(Beginning of Data to use)

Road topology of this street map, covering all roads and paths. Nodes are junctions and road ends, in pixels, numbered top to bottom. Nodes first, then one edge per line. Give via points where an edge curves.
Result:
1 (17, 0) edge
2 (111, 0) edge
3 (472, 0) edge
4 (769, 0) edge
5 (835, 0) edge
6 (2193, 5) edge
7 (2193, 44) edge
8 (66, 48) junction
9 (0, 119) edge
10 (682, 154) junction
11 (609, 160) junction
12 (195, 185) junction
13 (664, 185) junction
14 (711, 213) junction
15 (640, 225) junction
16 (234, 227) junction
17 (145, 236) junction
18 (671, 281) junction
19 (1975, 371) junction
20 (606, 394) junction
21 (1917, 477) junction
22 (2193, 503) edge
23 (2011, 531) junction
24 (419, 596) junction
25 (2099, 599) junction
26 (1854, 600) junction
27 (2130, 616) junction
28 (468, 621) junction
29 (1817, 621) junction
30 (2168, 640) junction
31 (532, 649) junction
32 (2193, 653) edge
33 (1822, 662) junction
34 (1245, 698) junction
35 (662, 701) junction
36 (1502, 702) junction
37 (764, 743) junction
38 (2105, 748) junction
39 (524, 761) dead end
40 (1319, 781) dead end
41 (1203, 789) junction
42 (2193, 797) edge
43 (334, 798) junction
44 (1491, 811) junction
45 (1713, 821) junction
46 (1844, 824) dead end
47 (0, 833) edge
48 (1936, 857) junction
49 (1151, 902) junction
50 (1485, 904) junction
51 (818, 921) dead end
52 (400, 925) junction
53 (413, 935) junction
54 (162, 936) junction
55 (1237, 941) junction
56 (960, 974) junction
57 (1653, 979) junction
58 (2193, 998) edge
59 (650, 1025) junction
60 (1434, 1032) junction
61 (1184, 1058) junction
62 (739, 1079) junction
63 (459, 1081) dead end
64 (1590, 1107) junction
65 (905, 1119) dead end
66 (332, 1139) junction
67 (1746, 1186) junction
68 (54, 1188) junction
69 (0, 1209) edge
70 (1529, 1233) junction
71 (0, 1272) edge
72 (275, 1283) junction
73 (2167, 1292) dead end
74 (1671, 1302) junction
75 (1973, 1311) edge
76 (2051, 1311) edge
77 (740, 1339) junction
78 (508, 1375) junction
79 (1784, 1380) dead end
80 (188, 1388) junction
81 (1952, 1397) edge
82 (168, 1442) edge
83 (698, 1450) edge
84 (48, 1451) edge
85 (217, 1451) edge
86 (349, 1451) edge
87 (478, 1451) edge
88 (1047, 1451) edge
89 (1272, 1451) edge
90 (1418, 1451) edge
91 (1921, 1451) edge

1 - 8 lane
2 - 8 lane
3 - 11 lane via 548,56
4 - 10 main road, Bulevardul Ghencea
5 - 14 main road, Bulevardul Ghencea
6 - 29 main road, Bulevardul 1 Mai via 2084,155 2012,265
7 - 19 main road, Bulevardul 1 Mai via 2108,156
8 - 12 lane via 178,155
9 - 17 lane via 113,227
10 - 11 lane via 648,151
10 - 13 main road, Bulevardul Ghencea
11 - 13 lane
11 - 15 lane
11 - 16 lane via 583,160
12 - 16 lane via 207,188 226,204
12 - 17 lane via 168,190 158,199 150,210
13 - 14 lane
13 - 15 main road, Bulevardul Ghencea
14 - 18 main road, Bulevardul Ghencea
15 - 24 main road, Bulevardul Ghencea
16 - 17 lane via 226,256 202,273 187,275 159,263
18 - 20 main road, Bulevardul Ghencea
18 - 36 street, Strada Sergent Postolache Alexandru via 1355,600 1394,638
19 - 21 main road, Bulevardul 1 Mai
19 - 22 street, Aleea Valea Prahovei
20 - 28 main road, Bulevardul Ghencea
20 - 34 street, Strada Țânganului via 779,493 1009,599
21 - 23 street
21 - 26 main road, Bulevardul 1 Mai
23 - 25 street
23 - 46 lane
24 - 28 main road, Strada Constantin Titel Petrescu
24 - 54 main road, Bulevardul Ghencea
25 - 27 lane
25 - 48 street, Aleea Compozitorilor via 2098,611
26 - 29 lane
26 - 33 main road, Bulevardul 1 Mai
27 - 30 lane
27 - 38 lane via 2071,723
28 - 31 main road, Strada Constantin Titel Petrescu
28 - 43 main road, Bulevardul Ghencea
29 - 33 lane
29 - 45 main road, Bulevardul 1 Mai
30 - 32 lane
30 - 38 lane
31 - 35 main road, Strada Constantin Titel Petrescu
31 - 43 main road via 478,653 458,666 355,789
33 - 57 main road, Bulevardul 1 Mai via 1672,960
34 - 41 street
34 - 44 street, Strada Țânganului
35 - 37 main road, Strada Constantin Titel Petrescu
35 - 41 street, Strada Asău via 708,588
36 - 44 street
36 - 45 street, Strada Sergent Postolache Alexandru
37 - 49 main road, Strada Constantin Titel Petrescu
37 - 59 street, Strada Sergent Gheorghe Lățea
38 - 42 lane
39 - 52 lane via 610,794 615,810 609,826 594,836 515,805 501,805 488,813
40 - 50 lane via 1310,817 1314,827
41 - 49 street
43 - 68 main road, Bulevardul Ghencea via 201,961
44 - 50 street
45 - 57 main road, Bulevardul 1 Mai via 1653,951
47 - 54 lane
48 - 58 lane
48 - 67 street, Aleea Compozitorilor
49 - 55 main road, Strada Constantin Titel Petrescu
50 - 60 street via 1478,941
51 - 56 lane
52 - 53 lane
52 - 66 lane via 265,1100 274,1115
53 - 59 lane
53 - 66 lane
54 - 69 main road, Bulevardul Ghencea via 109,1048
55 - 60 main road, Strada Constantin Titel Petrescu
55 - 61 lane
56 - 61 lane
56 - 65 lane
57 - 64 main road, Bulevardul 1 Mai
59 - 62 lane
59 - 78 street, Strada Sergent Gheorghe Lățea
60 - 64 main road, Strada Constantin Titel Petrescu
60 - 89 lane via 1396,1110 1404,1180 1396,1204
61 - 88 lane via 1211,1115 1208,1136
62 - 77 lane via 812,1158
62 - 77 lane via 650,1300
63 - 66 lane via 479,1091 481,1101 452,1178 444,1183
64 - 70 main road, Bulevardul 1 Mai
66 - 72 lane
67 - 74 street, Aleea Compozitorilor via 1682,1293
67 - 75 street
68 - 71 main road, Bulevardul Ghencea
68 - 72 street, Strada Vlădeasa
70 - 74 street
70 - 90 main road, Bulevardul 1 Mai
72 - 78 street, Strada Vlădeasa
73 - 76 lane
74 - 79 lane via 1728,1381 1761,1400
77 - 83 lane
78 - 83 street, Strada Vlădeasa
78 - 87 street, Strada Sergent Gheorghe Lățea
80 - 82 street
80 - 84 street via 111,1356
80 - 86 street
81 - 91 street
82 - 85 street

(End of Data to use)

→ Task item
Which lines of the records above contain the word "Aleea"? Show each of them.

→ Result of this task
19 - 22 street, Aleea Valea Prahovei
25 - 48 street, Aleea Compozitorilor via 2098,611
48 - 67 street, Aleea Compozitorilor
67 - 74 street, Aleea Compozitorilor via 1682,1293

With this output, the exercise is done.